1. The Non-Linear Narrative Is Ultimately Pointless

One of Pulp Fiction's defining features - if not its most defining feature - is its non-linear narrative - a flourish that Tarantino borrows from films of the French New Wave in order to make what are arguably three "generic" stories (at least, they are generic in the sense that they are hard-boiled fiction clichés) more compelling than if audiences viewed them in chronological order.

But apart from rendering events in a way that makes just a few individual moments more "shocking" (the moment when Vincent is killed, for example, only to seemingly return to life in the next chapter; the moment where audiences realise that at the end of the movie they're in the same diner as they were in the beginning), the effect is ultimately inconsequential.
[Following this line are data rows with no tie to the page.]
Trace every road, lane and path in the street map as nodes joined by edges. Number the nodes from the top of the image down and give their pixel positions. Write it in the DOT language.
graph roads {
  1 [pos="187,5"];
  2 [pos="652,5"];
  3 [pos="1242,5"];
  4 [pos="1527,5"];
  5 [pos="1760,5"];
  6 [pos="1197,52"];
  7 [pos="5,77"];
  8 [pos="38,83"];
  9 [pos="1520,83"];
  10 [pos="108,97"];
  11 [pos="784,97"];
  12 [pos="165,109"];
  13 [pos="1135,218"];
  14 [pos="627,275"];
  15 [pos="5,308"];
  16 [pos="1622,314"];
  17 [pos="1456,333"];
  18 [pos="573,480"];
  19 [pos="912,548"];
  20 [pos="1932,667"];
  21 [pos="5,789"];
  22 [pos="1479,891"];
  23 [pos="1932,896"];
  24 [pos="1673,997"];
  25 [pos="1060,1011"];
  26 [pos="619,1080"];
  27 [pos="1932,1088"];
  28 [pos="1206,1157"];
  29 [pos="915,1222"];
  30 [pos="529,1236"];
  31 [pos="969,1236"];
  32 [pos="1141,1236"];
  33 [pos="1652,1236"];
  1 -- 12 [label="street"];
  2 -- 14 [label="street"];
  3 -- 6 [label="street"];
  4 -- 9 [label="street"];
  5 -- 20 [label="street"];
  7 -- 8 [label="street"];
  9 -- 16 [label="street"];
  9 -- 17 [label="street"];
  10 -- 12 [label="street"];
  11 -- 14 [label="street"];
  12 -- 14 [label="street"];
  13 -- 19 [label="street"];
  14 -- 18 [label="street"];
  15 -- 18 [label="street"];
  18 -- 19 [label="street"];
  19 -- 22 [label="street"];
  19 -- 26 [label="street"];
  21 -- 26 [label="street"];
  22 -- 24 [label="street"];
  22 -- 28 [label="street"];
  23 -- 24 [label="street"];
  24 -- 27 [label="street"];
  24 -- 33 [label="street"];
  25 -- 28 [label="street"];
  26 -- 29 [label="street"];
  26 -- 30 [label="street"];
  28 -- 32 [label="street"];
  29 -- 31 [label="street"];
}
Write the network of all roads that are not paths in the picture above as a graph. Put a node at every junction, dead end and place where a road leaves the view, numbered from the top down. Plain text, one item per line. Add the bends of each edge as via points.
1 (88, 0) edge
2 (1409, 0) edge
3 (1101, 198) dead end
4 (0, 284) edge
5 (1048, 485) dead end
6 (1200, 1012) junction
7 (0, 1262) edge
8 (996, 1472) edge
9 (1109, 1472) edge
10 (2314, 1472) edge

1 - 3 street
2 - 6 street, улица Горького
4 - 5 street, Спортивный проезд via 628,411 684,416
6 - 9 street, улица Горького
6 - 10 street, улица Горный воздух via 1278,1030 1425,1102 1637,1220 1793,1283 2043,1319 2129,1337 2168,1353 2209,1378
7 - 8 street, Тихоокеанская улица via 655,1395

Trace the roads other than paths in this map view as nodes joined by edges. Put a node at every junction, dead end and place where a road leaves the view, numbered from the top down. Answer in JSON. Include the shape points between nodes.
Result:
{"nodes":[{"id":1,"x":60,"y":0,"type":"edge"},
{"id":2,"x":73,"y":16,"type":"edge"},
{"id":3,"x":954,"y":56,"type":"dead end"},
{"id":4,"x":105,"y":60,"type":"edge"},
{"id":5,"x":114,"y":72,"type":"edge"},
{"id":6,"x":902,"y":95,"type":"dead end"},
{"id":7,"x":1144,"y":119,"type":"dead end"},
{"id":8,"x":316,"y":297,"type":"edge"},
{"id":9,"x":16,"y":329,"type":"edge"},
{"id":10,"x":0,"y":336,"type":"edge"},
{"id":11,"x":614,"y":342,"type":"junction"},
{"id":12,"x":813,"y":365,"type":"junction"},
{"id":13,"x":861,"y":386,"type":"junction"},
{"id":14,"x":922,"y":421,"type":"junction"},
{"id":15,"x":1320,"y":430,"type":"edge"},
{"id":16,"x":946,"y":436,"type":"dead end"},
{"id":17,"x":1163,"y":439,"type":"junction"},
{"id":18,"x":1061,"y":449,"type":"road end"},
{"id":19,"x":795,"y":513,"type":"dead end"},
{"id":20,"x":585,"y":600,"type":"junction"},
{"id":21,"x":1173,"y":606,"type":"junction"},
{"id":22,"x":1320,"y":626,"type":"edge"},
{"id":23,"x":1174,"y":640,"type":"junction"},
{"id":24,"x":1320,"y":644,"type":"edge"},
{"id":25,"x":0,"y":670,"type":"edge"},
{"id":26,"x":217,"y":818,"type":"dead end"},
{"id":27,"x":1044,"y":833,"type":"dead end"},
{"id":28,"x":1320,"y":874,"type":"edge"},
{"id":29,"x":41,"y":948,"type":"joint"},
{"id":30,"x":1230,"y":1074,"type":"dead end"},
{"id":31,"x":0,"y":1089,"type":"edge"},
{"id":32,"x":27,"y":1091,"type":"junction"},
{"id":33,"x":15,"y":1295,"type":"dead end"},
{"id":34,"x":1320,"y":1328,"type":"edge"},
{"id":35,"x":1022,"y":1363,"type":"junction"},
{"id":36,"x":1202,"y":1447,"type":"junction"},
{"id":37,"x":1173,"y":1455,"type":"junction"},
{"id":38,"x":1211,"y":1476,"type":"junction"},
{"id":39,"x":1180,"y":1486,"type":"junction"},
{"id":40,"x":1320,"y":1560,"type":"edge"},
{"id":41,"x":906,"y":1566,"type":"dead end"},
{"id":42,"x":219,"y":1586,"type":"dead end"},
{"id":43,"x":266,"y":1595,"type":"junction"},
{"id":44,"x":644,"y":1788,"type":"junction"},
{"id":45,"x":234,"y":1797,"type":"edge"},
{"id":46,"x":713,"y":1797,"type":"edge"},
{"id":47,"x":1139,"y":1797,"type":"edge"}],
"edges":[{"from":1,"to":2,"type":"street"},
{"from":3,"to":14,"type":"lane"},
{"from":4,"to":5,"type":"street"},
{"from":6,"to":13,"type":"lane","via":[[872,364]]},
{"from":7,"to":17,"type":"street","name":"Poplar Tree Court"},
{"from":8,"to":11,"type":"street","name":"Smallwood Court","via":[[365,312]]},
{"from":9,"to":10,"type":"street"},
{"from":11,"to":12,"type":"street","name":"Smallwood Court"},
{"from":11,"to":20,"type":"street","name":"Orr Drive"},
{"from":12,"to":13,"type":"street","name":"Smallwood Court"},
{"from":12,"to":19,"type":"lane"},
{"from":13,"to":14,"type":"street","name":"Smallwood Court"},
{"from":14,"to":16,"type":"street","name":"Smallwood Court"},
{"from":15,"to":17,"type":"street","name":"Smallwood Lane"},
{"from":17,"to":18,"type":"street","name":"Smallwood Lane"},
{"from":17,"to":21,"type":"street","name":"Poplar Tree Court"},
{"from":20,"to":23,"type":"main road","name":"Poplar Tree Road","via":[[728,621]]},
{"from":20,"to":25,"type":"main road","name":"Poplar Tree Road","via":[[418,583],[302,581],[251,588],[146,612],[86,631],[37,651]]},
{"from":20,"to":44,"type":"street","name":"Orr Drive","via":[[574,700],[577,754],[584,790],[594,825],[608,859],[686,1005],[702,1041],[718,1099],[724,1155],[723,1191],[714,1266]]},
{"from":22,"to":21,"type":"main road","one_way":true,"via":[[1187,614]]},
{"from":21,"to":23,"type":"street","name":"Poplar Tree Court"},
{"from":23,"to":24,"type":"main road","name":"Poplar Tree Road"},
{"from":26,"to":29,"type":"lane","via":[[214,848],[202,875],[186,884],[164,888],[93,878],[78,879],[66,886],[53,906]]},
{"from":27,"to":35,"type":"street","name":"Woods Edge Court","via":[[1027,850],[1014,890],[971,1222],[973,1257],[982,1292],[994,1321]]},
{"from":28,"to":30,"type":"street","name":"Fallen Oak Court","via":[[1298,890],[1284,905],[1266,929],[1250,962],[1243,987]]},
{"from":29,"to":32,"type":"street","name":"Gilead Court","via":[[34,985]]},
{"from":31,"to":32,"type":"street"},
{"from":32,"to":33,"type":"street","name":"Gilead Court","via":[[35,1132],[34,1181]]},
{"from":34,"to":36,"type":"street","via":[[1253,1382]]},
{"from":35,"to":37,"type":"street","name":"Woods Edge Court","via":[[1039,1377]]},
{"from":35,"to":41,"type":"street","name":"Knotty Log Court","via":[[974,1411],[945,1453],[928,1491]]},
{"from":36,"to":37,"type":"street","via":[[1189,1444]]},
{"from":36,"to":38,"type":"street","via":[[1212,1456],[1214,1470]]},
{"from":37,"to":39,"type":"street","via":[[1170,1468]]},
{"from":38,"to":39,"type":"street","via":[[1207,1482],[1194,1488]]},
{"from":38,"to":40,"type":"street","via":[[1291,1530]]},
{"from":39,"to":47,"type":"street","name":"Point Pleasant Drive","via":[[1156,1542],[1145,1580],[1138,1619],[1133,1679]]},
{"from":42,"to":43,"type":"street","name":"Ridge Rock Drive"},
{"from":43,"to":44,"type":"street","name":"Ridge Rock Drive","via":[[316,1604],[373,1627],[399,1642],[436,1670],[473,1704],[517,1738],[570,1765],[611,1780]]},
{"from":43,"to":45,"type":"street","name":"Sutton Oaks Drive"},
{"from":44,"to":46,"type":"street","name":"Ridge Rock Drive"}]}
There is no "need" for the movie to be non-linear. It doesn't serve a purpose as it does in a film like Memento, where the technique is used to convey the frustration felt by its amnesia-clad protagonist. Ultimately, Tarantino makes his picture appear far more clever than it actually is in his use of a non-linear narrative; the problem is that it is not hard to implement such a device, and - all said and done - it has no true bearing on the story being told.

Agree or disagree with these problems regarding Pulp Fiction? Got any to add? Let us know in the comments section below.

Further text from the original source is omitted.